The GOP future: we may be crazy, but we’re not stupid
The Grand Old Party is not disappearing any time soon. Despite the dire predictions of many analysts, the Republican Party is doing just fine. And while the Democrats are increasingly becoming the party of the well-educated and the well-to-do, the Republicans are holding on to their working class voters, thanks to a façade of “principled conservatism”. Behind this shield – which hides all of the Trump era deviants, from white suprematists to QAnon crazies – the GOP continues to promote an economic agenda that favors the rich.
Most political commentary these days – at least, by non-Republicans – is filled with Schadenfreude over the impending demise of the Republican Party. For at least a quarter-century now, experts have been projecting that the ascendance of a younger, more racially-diverse generation would sound the death knell of the Grand Old Party.

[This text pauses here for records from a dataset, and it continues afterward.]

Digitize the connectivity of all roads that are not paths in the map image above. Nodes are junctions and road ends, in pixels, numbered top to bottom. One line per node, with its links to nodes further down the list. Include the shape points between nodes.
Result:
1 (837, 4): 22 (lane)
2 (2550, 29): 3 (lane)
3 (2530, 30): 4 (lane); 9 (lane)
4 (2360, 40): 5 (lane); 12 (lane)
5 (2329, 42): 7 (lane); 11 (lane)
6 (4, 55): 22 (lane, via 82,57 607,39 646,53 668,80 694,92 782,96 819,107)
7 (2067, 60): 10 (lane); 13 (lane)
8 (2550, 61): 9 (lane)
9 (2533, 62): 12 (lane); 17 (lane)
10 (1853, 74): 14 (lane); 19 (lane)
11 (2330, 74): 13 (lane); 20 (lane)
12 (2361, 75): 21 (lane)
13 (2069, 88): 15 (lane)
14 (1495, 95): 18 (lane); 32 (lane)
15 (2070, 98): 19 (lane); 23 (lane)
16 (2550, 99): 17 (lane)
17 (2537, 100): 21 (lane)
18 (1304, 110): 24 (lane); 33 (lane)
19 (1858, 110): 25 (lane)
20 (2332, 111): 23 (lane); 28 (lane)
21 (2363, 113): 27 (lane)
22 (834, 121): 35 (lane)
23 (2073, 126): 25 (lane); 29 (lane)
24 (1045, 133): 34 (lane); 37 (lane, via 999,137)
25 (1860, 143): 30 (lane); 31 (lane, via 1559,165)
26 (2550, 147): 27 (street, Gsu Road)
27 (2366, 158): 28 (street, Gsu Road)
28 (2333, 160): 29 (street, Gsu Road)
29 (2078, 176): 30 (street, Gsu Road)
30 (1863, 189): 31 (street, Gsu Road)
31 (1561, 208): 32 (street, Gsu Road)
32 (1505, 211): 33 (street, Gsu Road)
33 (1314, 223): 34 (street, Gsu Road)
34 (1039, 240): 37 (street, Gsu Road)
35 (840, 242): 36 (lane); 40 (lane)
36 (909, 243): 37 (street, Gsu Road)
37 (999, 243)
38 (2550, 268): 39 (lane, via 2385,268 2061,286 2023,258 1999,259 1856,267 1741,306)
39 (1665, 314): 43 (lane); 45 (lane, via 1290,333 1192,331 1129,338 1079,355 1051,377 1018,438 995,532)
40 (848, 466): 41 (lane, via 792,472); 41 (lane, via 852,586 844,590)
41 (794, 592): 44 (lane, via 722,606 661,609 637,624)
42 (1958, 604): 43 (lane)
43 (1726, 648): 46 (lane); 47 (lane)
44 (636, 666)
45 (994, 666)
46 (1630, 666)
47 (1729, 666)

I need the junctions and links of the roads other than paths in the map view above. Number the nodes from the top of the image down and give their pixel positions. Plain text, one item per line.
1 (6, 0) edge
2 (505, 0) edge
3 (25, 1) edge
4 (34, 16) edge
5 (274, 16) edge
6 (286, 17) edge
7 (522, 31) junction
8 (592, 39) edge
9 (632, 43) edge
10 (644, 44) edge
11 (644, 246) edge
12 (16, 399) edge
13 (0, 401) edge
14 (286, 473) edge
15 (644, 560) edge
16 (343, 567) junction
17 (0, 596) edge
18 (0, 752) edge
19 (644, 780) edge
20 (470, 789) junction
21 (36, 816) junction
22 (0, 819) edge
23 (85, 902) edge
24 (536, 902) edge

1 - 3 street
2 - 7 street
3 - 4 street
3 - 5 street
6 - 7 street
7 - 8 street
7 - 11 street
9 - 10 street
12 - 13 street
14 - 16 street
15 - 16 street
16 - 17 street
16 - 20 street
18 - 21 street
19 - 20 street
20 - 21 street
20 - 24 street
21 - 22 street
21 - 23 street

But Republicans have doubled-down on a white-identity strategy that has turned previous Republican “dog whistles” (racially-encoded messages) into white supremacist foghorns, resulting in a growing paranoia that Republicans continue to nurse into an ever-downward spiral. They have gone from the militia movements of the 1990s, to the Tea Party of the Obama era, to the outright embrace of virtually every conspiracy theory that emerged under Trump, including the truly crazy QAnon movement (which presents Donald Trump as a Christ-like figure waging a secret war against an international cabal of blood-drinking Jewish pedophiles, who wield space lasers to rule the highest levels of government, not to mention that real seat of power, Hollywood). Which is pretty much what one would expect of an apocalyptic movement that just suffered an apocalypse.
So, obviously, the Republican Party is in an irreversible death spiral and will soon go the way of the Whig Party – the main alternative to Democrats in the mid-nineteenth century until it suddenly collapsed. Right? Well, no. As Mark Twain said of reports of his own death, Republican leaders clearly consider such obituaries premature – and they’re absolutely correct.
This should be cause for concern for everyone else.
A PARTY IN GOOD HEALTH. First of all, the Republican Party isn’t in such bad electoral shape right now after what, in most respects, was a very good 2020. It’s true that Trump lost the presidency, but a flip of only about 81,000 votes across four states, out of over 150 million nationwide (i.e., roughly 0.05%), would have handed Trump victory in the Electoral College once again. Even with a candidate with the highest disapproval rating of any in presidential history, in the midst of over half a million American deaths and an economic collapse of historic levels, the Republicans came within a whisker of holding the White House. Not exactly a sweeping rejection.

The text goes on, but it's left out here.